Entertainment

What Sky Ferreira Doesn't Understand About Racism

by Caroline Pate

Once again, another pop star has used people of color as props. Sky Ferreira recently released a new video for her song "I Blame Myself" in which she hangs out in a ghetto as sort of the leader of a gang of black men, who act as her back-up dancers. Unfortunately, Ferreira doesn't seem to understand how this could be viewed as problematic, and posted the following on her Facebook:

Nothing upsets me more than being called racist because that is one of the most hateful things anyone can be. Not only do I find it insulting towards myself but I also feel insulted for the actors & dancers & my family in the video. No, I did not use black back-up dancers as "props". I never have and never will look at any human being as a prop. That's disgusting. It's also an idea that has never crossed my mind, which is what I find questionable of the people telling me that I did so. Dancers are objects?!?!?! How dare you! Dancers make things come to life.

What Ferreira doesn't seem to understand is that problematic images like the ones in her video are never intentionally racist. They emerge from a culture of racism. Ferreira made the video as a statement about her arrest last year, and purposefully chose an aesthetic like the '90s hip hop videos she grew up watching. There are two problems with this, and neither of them have anything to do with Ferreira being a secret racist: One, those '90s hip hop videos emerged from a culture that is not her own and two, she used that aesthetic to give herself some kind of street cred.

As Ferreira points out in her Facebook status, she isn't exactly white, either: she's part Brazilian, Portuguese, and Native American. But race doesn't excuse you from racism, especially since Ferreira can so easily pass as white. And what Ferreira doesn't understand is that the problem isn't that her dancers are black; inevitably in these conversations, people take these criticisms as a call for segregation, but that isn't the issue. The problem is that Ferreira makes the dancer's race into a spectacle, a performance. She takes advantage of existing racial stereotypes to project a certain image. She portrays these man as "thugs" so that by association, she can seem just as bad, just as hard, just as tough. No one is saying that the dancers are objects, but Ferreira treats them as such in her video. They're just background props, cool accessories for Ferreira's image.

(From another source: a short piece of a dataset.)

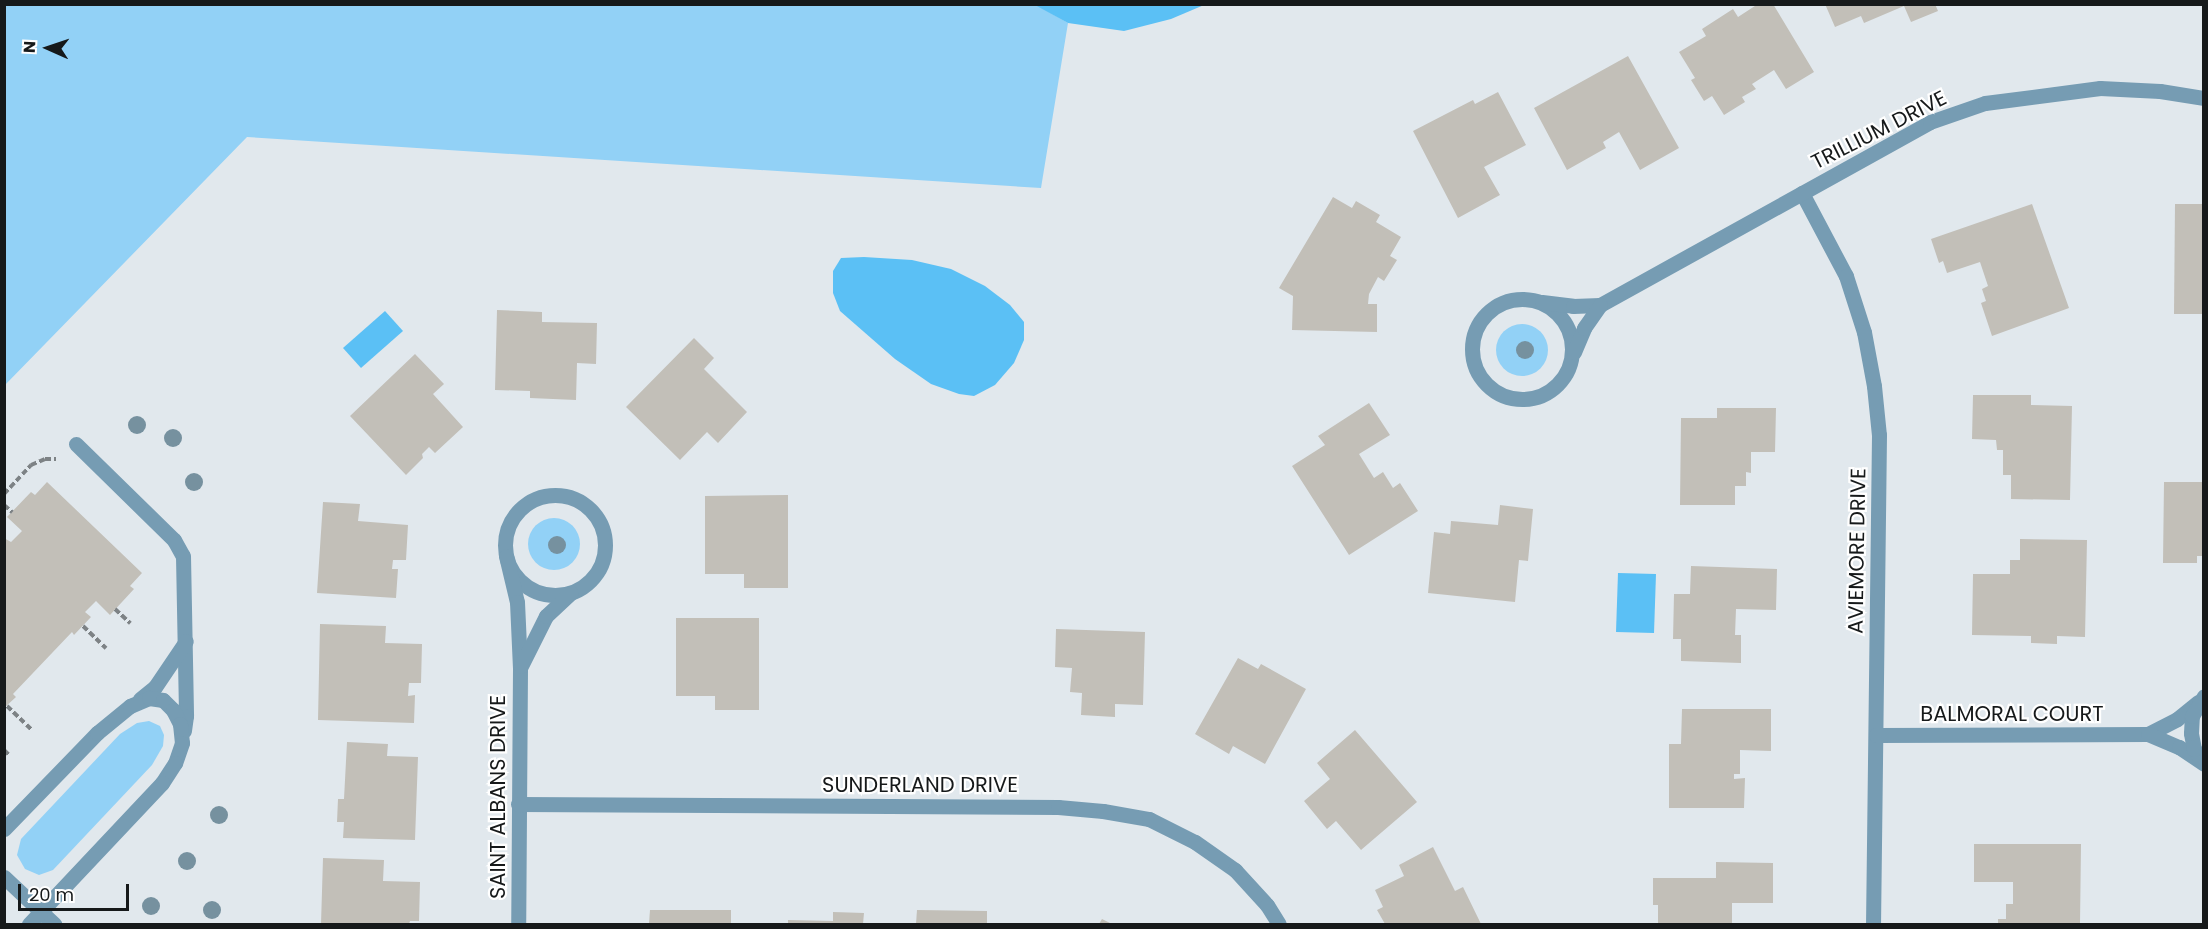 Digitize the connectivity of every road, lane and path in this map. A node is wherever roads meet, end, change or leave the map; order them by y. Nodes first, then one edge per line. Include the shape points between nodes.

Ferreira is far from the only pop star to appropriate another culture. Miley Cyrus famously capitalized on hip hop culture by using exclusively black female dancers to twerk with. Jezebel called out Lana Del Rey for trying on a Latina gangster image as if it were a trend. Pop stars continue to treat entire races and cultures as fashion accessories and image boosters (remember Gwen Stefani's Harajuku Girl phase?). Ferreira treating the ghetto as a cool background for her music video, as if it's just something from the movies, as opposed to a real place where actual people live, is no different.

It's understandable as to why Ferreria would be so defensive — no one wants to be called a racist. But Ferreria needs to understand that her privilege as a woman who can pass for white is what caused her to be blind to the problems in her music video. Since to everyone else, Ferreira is the "default," the norm, she doesn't have to consider how it looks to be the dominant image in a sea of black faces — to her, it just looks "cool."

But to everyone else, it's just another white person capitalizing on another culture of people of color for their own benefit.